Silicon Valley may be known for cutting-edge innovation and breakthrough technology from companies like Google, Facebook, Twitter, Apple, and others, but it’s also known for something else.

You know what I’m talking about — the over-the-top benefits lavished upon employees at tech firms and dot coms. Things like free meals, dry cleaning, day care, and workout facilities.

Others may get some of these same benefits in other places, but nowhere do employees get so many generous (some would say excessive) perks than they do in Silicon Valley.

That’s why these goodies have come under scrutiny by everyone’s favorite party pooper, the IRS.

Should Silicon Valley freebies be taxed?

According to The Wall Street Journal:

When outsiders visit Silicon Valley, the first thing they often notice is the food: Cafeterias brimming with free gourmet meals and snacks offered to employees of Google Inc., Facebook Inc. and other technology firms.

But not all is as it seems in the buffet line. There is growing controversy among tax experts about how to treat these coveted freebies. The Internal Revenue Service also has been focusing on the topic, according to attorneys who practice in the area, examining whether the free food is a fringe benefit on which employees should pay additional tax.

Tax rules around fringe benefits are complex, but in general they categorize meals regularly provided by an employer as a taxable perk, similar to personal use of a company car. That leads several tax experts to wonder if some companies providing free food may be skirting the rules.”

The Journal’s story quotes a number of tax “experts” who seem pretty sure of their point of view, and they are certain that all the free meals and other perks that so many Silicon Valley workers take as a given are actually excessive employer goodies that should clearly be viewed  as taxable benefits by the federal government.
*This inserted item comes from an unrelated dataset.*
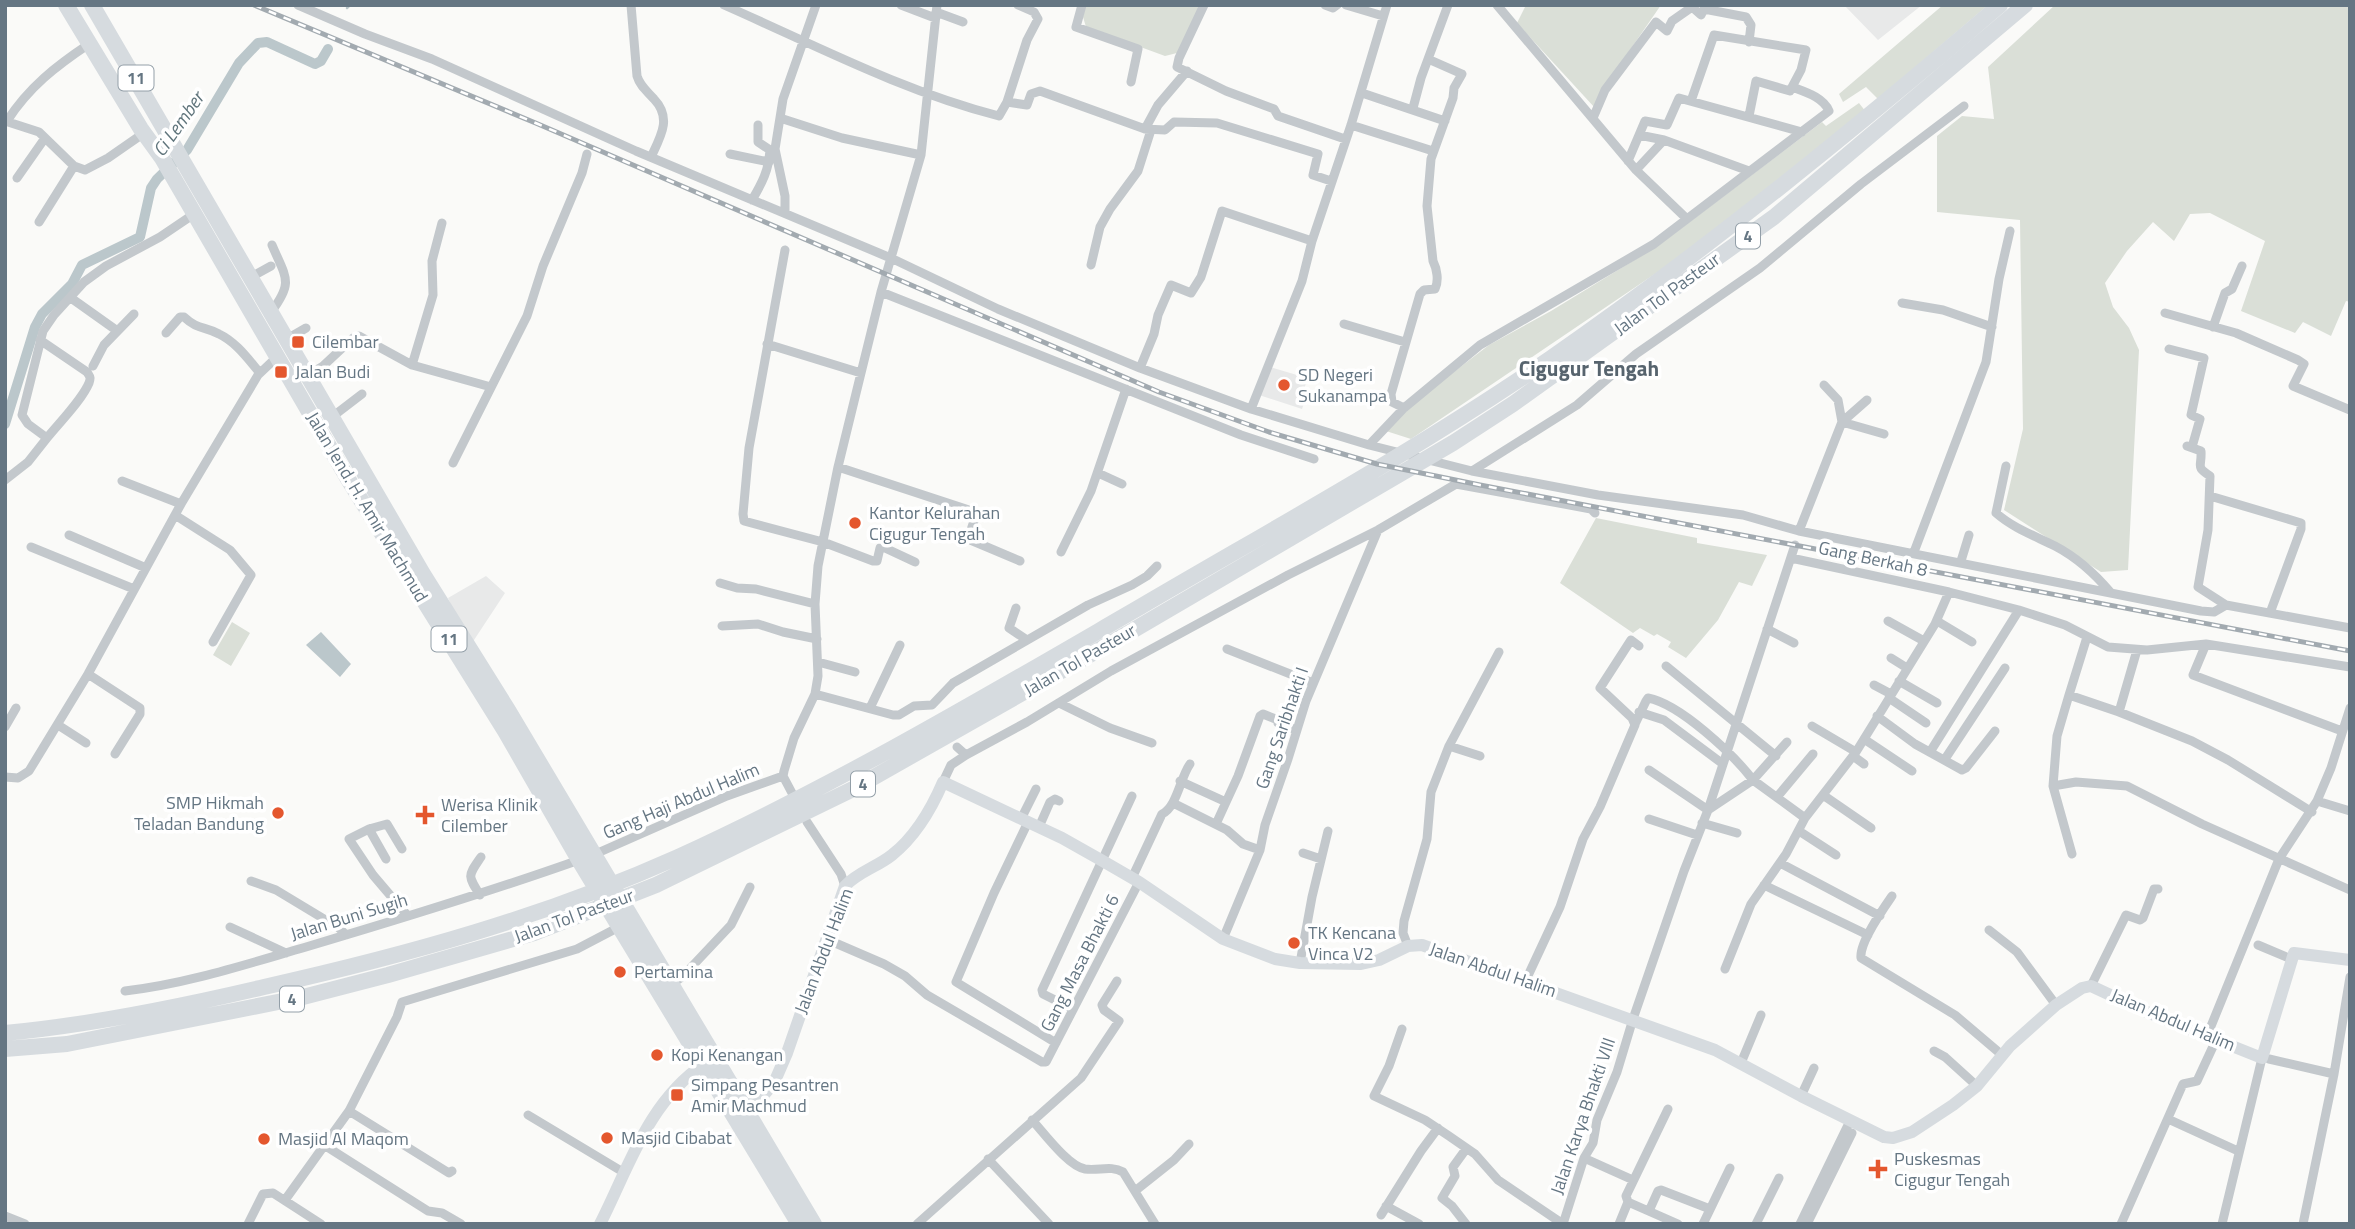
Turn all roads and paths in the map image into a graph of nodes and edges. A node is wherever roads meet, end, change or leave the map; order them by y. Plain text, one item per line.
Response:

An argument for leaving free meals alone

But the most persuasive argument for NOT taxing the free meals is this, as the WSJ reports:

(Some) lawyers point to an exception that allows meals to remain untaxed if they are served for a “noncompensatory” reason for the “convenience of the employer.” The exception generally has been applied to workers in remote locations or in professions where reasonable lunch breaks aren’t feasible. But these lawyers argue that some technology firms could qualify, in part because free food encourages longer work hours and is a crucial part of Silicon Valley’s collaborative culture.”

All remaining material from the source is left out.